> _Problem to work on_:
Using the listing below, give the number of lines where "place" appears, and nothing else.

> _Supplied data_:
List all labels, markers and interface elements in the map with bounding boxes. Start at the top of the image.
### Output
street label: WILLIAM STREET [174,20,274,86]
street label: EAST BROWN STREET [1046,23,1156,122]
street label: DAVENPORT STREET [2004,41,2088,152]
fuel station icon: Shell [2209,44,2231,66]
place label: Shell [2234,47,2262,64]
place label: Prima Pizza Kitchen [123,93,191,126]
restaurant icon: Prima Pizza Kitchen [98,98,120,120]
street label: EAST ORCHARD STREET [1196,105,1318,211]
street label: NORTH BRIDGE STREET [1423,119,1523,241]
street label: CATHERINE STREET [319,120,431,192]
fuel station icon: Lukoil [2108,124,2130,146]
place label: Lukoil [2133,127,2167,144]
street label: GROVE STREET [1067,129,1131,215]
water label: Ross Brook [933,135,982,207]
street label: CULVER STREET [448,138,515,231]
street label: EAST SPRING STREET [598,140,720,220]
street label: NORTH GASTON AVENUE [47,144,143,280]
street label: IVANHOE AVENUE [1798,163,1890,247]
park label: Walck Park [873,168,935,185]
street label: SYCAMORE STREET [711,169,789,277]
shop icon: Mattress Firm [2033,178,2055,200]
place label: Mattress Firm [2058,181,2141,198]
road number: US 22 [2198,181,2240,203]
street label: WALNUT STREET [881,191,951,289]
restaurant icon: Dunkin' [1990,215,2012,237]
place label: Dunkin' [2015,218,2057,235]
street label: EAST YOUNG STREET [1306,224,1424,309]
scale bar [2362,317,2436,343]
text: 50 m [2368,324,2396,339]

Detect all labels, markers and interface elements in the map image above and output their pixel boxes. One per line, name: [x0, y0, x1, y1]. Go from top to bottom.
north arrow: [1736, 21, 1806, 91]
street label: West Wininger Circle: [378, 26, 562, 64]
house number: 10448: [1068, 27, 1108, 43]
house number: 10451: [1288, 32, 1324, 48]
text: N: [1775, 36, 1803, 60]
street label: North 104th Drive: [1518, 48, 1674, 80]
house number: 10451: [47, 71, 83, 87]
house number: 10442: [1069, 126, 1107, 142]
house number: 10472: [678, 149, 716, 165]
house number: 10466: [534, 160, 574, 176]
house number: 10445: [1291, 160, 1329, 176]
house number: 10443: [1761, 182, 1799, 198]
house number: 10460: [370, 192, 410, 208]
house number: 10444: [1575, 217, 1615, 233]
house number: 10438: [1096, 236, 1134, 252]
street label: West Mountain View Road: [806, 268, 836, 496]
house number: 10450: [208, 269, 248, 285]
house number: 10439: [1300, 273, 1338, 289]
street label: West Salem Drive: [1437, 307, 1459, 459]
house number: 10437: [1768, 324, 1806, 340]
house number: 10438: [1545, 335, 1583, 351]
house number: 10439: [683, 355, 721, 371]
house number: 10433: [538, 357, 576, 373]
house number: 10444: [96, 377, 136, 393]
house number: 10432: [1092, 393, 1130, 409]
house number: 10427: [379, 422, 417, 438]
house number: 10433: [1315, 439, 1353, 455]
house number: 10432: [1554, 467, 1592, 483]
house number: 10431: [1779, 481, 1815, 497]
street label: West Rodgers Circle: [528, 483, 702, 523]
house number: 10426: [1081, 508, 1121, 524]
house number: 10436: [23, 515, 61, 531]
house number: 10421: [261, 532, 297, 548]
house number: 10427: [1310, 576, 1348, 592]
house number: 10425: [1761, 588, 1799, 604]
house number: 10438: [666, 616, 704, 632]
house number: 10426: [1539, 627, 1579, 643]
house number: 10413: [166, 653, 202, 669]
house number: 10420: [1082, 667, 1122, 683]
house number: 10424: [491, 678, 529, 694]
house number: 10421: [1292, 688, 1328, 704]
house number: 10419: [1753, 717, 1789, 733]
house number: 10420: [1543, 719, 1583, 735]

> _Exercise response_:
5